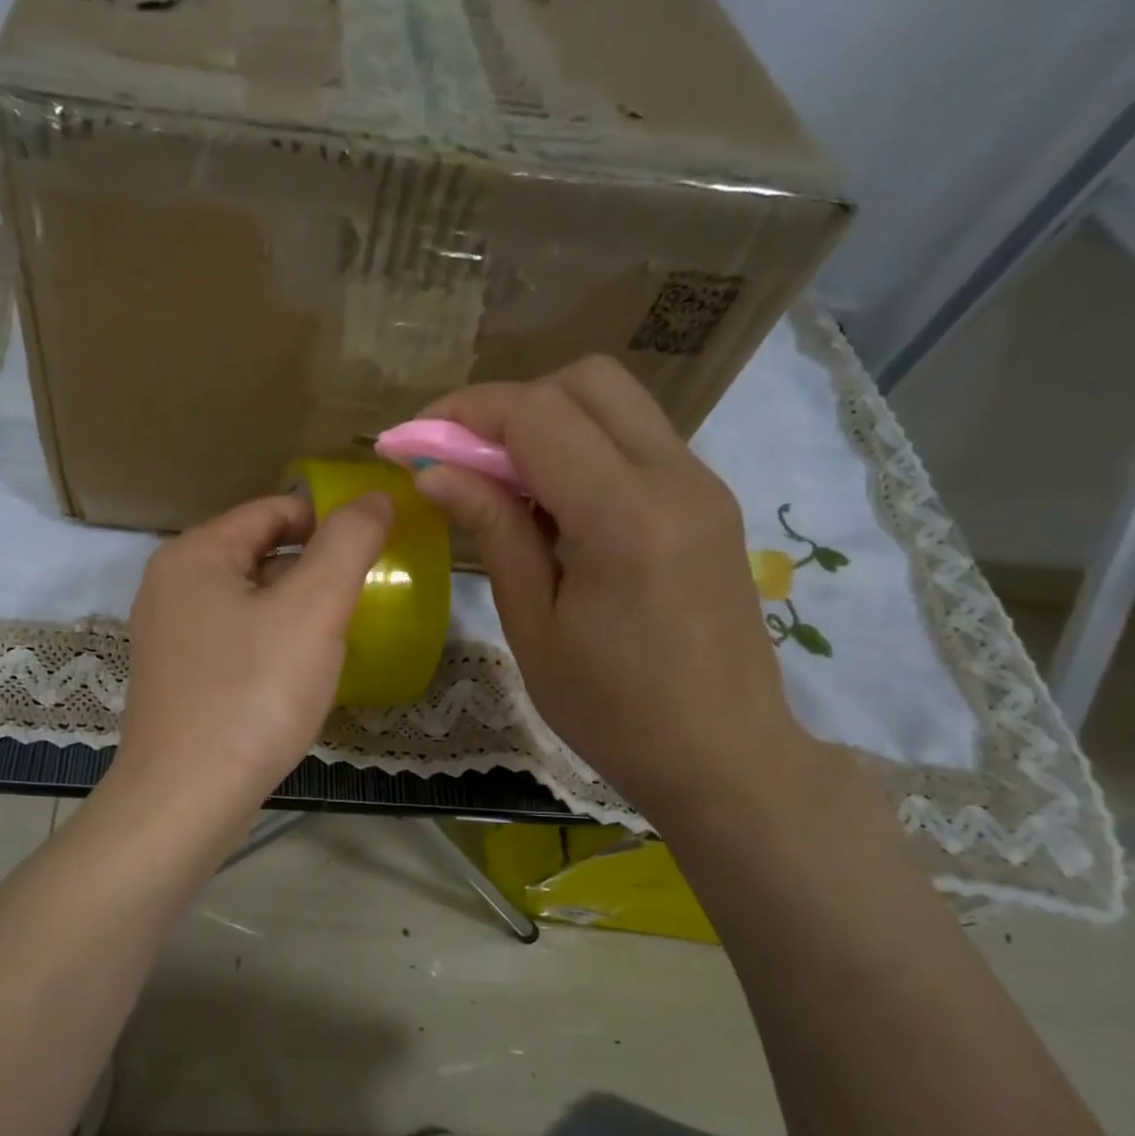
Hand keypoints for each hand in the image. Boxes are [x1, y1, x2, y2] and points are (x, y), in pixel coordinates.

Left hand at [112, 491, 393, 819]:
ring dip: (292, 610)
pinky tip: (293, 676)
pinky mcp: (173, 678)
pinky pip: (231, 640)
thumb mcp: (313, 609)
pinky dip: (267, 644)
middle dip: (312, 570)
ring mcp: (165, 634)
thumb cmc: (252, 694)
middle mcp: (169, 584)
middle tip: (358, 601)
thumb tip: (374, 497)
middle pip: (257, 553)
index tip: (373, 551)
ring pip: (245, 600)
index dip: (328, 522)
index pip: (274, 510)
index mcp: (195, 553)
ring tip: (334, 638)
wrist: (185, 798)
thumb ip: (347, 544)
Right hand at [412, 355, 816, 821]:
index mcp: (625, 517)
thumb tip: (435, 473)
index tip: (411, 441)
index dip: (463, 413)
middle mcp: (675, 478)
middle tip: (461, 459)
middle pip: (585, 381)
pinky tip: (550, 503)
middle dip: (508, 405)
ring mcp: (702, 484)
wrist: (723, 755)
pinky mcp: (707, 501)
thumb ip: (493, 531)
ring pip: (615, 402)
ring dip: (546, 421)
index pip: (537, 415)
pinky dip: (581, 446)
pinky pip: (636, 439)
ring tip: (499, 482)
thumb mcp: (534, 625)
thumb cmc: (612, 710)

What to produce: Report every line of the preceding listing where the string "hand" occurs.

Your solution:
Hand keypoints for each hand in the image. Boxes are [x1, y1, x2, y2] and points are (x, y), in pixel coordinates.
Left hand at [112, 491, 393, 819]:
Right hand at [412, 355, 816, 821]:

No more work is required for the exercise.